| Task to complete |
After locating the line that contains "Write the network" in the following entries, reproduce it and each later line exactly, including the last.

(Data excerpts begins)

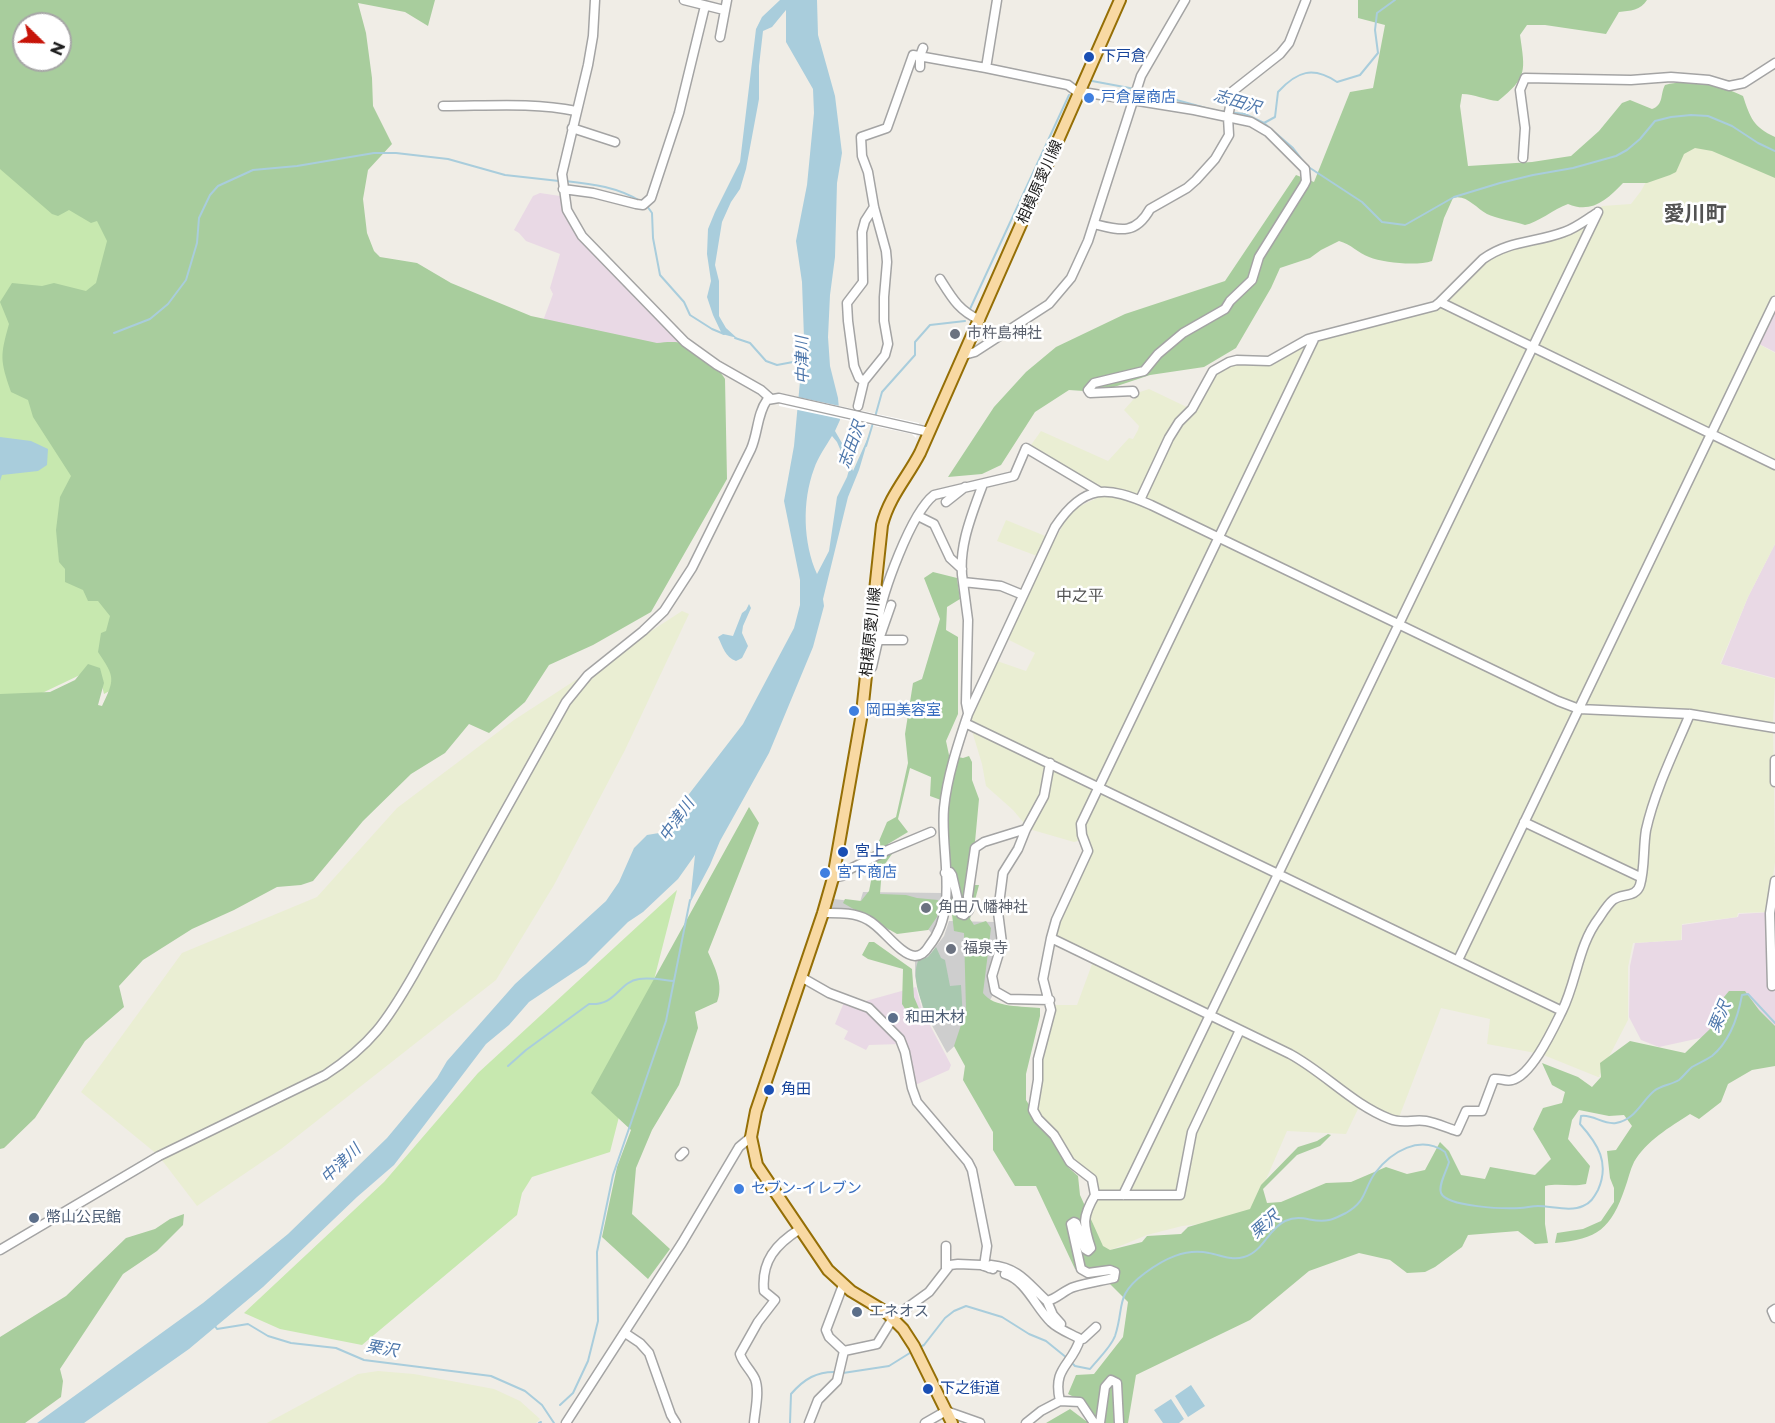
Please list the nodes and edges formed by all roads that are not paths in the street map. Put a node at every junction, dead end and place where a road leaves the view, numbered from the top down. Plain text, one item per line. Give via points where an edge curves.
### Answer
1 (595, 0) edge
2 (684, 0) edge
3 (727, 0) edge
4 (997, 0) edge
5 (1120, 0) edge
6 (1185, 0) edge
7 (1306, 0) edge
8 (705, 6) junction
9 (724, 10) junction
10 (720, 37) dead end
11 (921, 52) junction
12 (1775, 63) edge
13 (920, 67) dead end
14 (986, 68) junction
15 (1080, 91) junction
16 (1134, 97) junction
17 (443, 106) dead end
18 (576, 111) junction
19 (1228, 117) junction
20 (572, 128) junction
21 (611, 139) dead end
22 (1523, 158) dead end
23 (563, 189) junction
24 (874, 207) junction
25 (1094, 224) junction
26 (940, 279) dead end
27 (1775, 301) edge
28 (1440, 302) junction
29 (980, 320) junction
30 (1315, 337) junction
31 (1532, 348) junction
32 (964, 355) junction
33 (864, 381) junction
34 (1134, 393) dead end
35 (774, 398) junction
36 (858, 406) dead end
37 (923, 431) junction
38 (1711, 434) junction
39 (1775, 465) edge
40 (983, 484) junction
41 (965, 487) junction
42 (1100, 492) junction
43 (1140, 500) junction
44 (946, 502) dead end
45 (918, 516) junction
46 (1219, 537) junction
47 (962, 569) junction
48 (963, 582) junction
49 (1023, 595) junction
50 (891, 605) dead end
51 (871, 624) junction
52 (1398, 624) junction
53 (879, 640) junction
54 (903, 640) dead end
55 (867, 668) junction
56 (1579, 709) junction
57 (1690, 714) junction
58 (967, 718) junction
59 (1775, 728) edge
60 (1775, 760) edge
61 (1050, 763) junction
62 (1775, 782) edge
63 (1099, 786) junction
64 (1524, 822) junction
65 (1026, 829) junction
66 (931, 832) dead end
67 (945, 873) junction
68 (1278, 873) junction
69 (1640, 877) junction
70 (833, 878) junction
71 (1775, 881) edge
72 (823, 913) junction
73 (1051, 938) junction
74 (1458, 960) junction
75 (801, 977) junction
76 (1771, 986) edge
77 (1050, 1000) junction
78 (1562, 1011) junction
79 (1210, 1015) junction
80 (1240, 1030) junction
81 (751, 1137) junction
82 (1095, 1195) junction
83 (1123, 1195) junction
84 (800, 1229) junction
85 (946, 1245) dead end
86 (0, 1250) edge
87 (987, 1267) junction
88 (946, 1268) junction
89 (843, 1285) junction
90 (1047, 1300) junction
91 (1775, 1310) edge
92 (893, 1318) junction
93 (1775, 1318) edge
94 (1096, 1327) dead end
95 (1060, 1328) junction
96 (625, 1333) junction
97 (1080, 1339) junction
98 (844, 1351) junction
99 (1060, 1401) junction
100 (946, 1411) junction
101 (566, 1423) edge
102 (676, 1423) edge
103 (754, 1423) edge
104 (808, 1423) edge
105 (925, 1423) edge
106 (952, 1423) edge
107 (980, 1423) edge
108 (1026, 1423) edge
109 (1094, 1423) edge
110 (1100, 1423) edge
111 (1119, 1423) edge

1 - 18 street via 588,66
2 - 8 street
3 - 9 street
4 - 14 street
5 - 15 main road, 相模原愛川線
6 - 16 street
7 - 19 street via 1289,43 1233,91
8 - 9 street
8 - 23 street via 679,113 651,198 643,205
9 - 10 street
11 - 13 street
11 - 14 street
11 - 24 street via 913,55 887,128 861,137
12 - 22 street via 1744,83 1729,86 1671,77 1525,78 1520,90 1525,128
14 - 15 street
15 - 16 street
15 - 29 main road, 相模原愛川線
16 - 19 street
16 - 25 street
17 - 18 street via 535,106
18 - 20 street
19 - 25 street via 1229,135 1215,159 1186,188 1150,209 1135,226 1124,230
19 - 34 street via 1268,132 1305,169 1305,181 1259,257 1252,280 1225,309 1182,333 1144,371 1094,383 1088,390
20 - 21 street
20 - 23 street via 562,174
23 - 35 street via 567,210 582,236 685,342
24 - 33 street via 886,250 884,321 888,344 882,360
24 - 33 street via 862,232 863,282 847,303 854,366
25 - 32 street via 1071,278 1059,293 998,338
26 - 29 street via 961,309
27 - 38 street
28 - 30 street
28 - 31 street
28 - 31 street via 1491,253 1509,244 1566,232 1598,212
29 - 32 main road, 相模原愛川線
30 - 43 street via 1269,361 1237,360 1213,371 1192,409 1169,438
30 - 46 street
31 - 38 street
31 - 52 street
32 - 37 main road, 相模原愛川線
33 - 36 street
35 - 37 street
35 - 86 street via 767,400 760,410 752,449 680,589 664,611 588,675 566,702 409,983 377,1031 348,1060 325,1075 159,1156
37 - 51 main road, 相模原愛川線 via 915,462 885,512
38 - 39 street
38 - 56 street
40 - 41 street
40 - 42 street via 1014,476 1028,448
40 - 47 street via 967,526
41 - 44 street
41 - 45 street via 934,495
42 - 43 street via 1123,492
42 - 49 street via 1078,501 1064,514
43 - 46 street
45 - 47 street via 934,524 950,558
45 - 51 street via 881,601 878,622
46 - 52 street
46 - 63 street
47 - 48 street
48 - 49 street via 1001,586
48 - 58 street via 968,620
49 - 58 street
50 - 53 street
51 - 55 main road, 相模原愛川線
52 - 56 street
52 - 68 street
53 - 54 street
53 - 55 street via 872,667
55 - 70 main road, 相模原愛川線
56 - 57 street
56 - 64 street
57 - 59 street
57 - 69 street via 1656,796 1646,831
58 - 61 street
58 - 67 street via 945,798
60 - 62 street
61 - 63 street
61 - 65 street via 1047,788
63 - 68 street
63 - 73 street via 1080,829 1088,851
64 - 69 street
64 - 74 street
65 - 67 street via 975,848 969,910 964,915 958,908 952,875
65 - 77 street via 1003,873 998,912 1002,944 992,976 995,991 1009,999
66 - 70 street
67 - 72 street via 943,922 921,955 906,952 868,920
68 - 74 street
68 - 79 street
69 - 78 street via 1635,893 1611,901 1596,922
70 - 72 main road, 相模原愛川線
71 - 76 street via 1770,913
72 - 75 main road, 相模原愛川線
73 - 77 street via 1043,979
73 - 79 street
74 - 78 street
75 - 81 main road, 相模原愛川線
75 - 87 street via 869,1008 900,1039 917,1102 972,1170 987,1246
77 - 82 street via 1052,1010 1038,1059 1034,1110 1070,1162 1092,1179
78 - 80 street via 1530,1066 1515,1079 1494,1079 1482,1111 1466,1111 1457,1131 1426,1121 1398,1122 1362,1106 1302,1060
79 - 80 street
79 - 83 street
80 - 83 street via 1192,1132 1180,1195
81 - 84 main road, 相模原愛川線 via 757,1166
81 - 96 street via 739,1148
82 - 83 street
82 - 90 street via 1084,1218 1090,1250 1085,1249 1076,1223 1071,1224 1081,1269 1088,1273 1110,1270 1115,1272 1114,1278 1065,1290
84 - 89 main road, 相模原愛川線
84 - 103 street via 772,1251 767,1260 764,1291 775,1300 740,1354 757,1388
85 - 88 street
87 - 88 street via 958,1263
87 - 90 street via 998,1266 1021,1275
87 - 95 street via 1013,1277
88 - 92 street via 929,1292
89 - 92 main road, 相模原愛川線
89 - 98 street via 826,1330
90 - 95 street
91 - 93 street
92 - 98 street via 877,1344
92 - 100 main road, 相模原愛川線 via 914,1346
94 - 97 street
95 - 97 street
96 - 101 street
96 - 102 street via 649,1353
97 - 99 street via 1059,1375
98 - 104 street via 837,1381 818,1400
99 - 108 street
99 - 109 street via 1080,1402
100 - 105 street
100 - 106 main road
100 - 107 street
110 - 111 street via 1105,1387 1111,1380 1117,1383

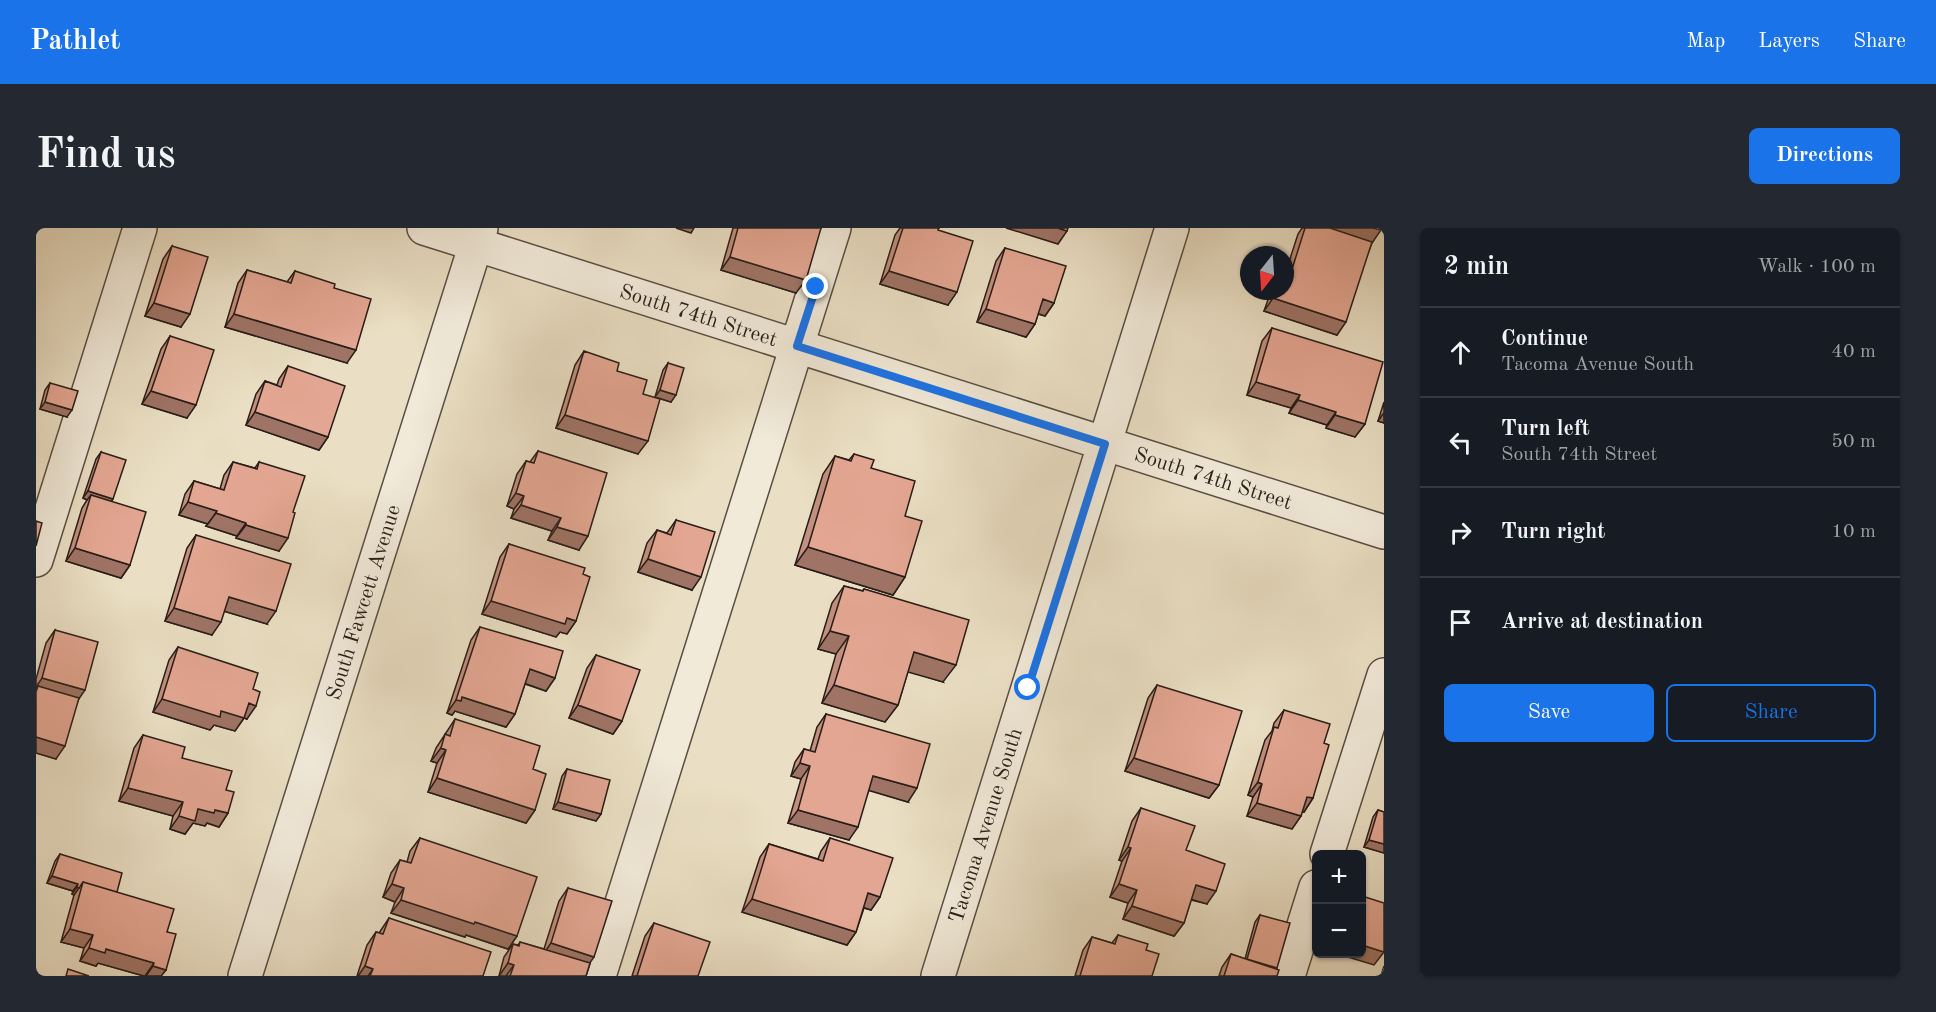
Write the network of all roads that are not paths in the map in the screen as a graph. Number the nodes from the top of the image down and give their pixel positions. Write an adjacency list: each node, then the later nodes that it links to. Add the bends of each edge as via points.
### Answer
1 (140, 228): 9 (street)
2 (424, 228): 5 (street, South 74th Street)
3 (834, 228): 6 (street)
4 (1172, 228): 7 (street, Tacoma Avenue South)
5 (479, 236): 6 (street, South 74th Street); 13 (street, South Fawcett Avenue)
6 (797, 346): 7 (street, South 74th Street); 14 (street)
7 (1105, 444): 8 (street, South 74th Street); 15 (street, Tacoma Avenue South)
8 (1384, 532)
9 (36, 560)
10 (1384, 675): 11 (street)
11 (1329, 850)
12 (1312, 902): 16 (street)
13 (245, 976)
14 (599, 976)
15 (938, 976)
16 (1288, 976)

(Data excerpts ends)

| Reply |
Write the network of all roads that are not paths in the map in the screen as a graph. Number the nodes from the top of the image down and give their pixel positions. Write an adjacency list: each node, then the later nodes that it links to. Add the bends of each edge as via points.
### Answer
1 (140, 228): 9 (street)
2 (424, 228): 5 (street, South 74th Street)
3 (834, 228): 6 (street)
4 (1172, 228): 7 (street, Tacoma Avenue South)
5 (479, 236): 6 (street, South 74th Street); 13 (street, South Fawcett Avenue)
6 (797, 346): 7 (street, South 74th Street); 14 (street)
7 (1105, 444): 8 (street, South 74th Street); 15 (street, Tacoma Avenue South)
8 (1384, 532)
9 (36, 560)
10 (1384, 675): 11 (street)
11 (1329, 850)
12 (1312, 902): 16 (street)
13 (245, 976)
14 (599, 976)
15 (938, 976)
16 (1288, 976)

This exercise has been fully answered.